In behavior, business, children, culture, domestic life, family, life, Money, parenting, politics, US on October 22, 2012 at 1:49 pm
2001-2006 Mini CooperS photographed in USA. Ca...

2001-2006 Mini CooperS photographed in USA. Category:BMW Mini R53 (Photo credit: Wikipedia)

That’s the price of a loaf of Eli’s Bakery walnut and raisin bread in my town.

I don’t live in some remote Arctic village where everything must be flown in, inflating prices to a crazy degree, but a suburban town 25 miles north of New York City.

$10.32.

For bread.

I asked the men who own and run the store, one they spent $600,000 to expand and renovate recently — who can afford this bread? How many are they selling each week? (Five.) Sometimes they get an order for ten at once. $100, for bread.

Then I went out for lunch with my softball team, a co-ed group I’ve known for a decade. One of them says his teen-aged son refuses to drive one of the family’s two cars, a Toyota Corolla, because it’s “a cleaning lady’s car.”

Excuse me while I shriek: What the fuck?

My town, and county — reflecting the income divide that is deepening and widening in this country at warp speed – are becoming a place I no longer recognize.

The cars in our town’s parking lots now are shiny new Mini Coopers, Range Rovers, Audis and BMWs, not the dusty econoboxes I used to see. There are three art galleries selling garish, huge paintings of dubious beauty.

The median income in my town, in 1989, was $40,000, then $60,000. It’s now, I believe, about $80,000. That sounds like a fortune depending where you live.

But it doesn’t buy you much around here.

And the sort of hyper-competitive materialism my friend despairs of in his own son is normal amongst his status-obsessed peers, in a town far wealthier than ours.

Over lunch  — wondering, as we all are, who will become the new President in two weeks and what our world will look like if uber-rich Romney wins — we had a long and impassioned discussion of the rich and the poor and the disappearing, desperate, job-seeking middle class.

Why do so many rich Americans not give a shit about those lower down the socioeconomic ladder?

“They’re losers!” said one, a retired iron-worker. He doesn’t think that, but many rich people now do — if they live in a big house and drive a shiny new Beemer and their wife wears designer clothes and their privately schooled kids are headed as legacies for an Ivy school and grad school, why, they deserve it!

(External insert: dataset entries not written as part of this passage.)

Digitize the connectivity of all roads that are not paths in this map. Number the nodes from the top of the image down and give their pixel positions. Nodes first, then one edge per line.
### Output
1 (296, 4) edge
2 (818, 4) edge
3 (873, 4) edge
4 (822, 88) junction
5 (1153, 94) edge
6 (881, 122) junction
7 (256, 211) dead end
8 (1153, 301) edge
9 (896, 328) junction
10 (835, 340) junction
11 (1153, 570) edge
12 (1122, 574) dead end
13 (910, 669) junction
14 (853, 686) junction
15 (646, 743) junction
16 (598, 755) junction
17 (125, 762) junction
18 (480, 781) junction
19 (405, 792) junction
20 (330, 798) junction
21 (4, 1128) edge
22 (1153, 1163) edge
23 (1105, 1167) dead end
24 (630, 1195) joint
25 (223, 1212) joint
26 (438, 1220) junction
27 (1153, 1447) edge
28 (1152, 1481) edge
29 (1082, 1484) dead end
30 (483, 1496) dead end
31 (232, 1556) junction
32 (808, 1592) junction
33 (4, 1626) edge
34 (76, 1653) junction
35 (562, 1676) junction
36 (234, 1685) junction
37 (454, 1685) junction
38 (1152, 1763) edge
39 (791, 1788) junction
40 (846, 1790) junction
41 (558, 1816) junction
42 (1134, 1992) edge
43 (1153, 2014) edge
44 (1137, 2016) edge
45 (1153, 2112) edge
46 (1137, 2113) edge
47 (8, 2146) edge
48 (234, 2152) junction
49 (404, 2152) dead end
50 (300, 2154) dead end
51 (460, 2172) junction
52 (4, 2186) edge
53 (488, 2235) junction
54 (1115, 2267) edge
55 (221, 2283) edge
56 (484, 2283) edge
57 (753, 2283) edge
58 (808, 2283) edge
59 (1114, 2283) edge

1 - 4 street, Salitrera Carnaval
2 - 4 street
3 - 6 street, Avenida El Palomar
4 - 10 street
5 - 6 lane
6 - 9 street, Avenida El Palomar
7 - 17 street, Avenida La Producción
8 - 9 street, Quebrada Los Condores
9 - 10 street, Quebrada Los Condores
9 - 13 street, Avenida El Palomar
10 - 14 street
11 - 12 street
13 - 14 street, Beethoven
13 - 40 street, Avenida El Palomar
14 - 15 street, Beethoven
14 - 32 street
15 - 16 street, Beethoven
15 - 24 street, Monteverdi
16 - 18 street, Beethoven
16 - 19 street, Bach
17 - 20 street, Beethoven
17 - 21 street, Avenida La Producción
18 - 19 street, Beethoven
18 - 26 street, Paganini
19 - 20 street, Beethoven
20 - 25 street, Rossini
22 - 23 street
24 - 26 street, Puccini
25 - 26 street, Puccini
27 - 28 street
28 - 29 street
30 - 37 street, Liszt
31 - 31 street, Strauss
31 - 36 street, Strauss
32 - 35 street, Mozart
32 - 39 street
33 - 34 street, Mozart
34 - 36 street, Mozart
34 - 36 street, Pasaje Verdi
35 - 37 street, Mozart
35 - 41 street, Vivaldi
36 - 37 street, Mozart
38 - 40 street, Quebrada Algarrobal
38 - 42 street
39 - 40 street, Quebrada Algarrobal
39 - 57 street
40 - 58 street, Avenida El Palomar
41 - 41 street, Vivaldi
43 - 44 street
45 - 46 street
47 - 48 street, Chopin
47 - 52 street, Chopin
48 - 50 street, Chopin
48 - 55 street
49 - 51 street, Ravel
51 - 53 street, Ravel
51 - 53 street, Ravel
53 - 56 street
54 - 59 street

And anyone who’s failed to scale the greasy pole of material success at their speed and height does not. Poor people are shiftless, lazy, poorly educated, unwilling to work hard. So goes the mythology.

It must be all their fault.

The two largest sources of new jobs in the American economy are part-time, pay minimum wage and offer no benefits. Slinging burgers at McDonald’s or folding T-shirts at the Gap will not, contrary to any Republican fantasy, help propel the hardest worker on earth into the middle class. These are working class jobs.

I know. I worked retail for 27 months, then wrote my book “Malled.” I saw firsthand the disdain the wealthy have for those who serve them.

Romney’s contemptuous remark — that 47 percent of Americans, those paying no federal income tax, are leaching off the rest of them, the productive ones — revealed a raw, vicious and useful truth. Many of this economy’s winners, gloating on third base, are convinced they hit a triple.

The rest of us can go to hell.

Here’s a recent New York Times piece about minority kids who get into top prep schools but can’t relate in any way to the privilege therein:

WHEN Ayinde Alleyne arrived at the Trinity School, an elite independent school on the Upper West Side in Manhattan, he was eager to make new friends. A brainy 14-year-old, he was the son of immigrants from Trinidad and Tobago, a teacher and an auto-body repairman, in the South Bronx. He was soon overwhelmed by the privilege he saw. Talk of fancy vacations and weekends in the Hamptons rankled — “I couldn’t handle that at that stage of my life,” said Mr. Alleyne, now a sophomore at the University of Pennsylvania — and he eventually found comfort in the school’s “minority corner,” where other minority students, of lesser means, hung out.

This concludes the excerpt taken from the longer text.